**Dataset records**:
_ _ _

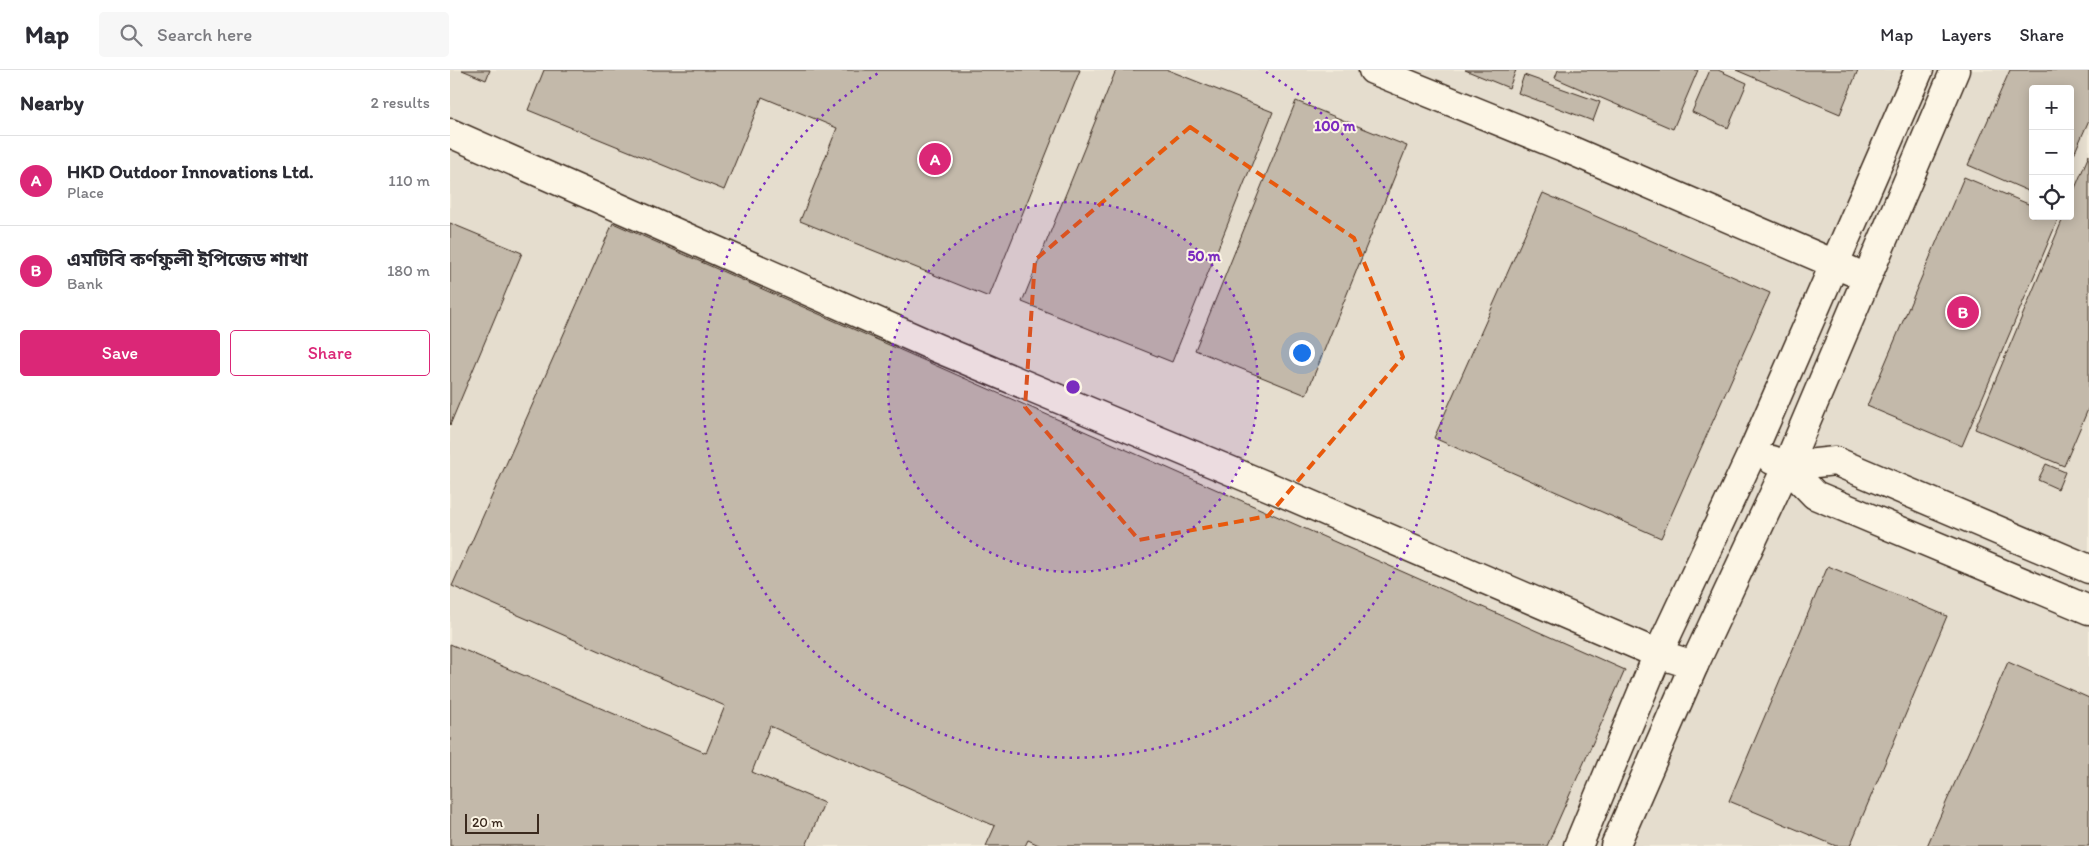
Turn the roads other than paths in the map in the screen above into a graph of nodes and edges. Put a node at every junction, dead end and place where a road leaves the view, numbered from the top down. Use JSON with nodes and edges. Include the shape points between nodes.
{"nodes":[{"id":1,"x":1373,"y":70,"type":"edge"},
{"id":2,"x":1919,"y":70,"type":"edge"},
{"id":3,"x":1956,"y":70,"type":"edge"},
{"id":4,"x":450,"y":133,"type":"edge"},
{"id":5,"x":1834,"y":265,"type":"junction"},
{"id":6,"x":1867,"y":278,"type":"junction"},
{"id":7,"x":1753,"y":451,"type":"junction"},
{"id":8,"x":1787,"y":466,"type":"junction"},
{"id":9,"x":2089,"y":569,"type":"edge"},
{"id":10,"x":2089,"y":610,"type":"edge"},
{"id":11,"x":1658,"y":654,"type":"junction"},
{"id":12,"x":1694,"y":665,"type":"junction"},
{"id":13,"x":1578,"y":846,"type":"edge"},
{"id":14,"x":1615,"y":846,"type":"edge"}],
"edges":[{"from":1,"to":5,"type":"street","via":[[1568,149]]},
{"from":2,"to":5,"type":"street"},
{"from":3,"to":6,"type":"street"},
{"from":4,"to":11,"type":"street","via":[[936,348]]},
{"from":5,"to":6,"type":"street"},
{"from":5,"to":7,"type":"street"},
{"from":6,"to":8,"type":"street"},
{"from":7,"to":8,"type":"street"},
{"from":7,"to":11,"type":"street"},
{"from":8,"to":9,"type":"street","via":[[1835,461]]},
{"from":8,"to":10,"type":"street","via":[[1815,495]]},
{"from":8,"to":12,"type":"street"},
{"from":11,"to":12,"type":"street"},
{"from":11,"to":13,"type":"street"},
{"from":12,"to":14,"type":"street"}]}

_ _ _

**WORK REQUIRED**: The answer should be the records above, unchanged, with the pictures omitted.

**FINISHED TASK**:
Turn the roads other than paths in the map in the screen above into a graph of nodes and edges. Put a node at every junction, dead end and place where a road leaves the view, numbered from the top down. Use JSON with nodes and edges. Include the shape points between nodes.
{"nodes":[{"id":1,"x":1373,"y":70,"type":"edge"},
{"id":2,"x":1919,"y":70,"type":"edge"},
{"id":3,"x":1956,"y":70,"type":"edge"},
{"id":4,"x":450,"y":133,"type":"edge"},
{"id":5,"x":1834,"y":265,"type":"junction"},
{"id":6,"x":1867,"y":278,"type":"junction"},
{"id":7,"x":1753,"y":451,"type":"junction"},
{"id":8,"x":1787,"y":466,"type":"junction"},
{"id":9,"x":2089,"y":569,"type":"edge"},
{"id":10,"x":2089,"y":610,"type":"edge"},
{"id":11,"x":1658,"y":654,"type":"junction"},
{"id":12,"x":1694,"y":665,"type":"junction"},
{"id":13,"x":1578,"y":846,"type":"edge"},
{"id":14,"x":1615,"y":846,"type":"edge"}],
"edges":[{"from":1,"to":5,"type":"street","via":[[1568,149]]},
{"from":2,"to":5,"type":"street"},
{"from":3,"to":6,"type":"street"},
{"from":4,"to":11,"type":"street","via":[[936,348]]},
{"from":5,"to":6,"type":"street"},
{"from":5,"to":7,"type":"street"},
{"from":6,"to":8,"type":"street"},
{"from":7,"to":8,"type":"street"},
{"from":7,"to":11,"type":"street"},
{"from":8,"to":9,"type":"street","via":[[1835,461]]},
{"from":8,"to":10,"type":"street","via":[[1815,495]]},
{"from":8,"to":12,"type":"street"},
{"from":11,"to":12,"type":"street"},
{"from":11,"to":13,"type":"street"},
{"from":12,"to":14,"type":"street"}]}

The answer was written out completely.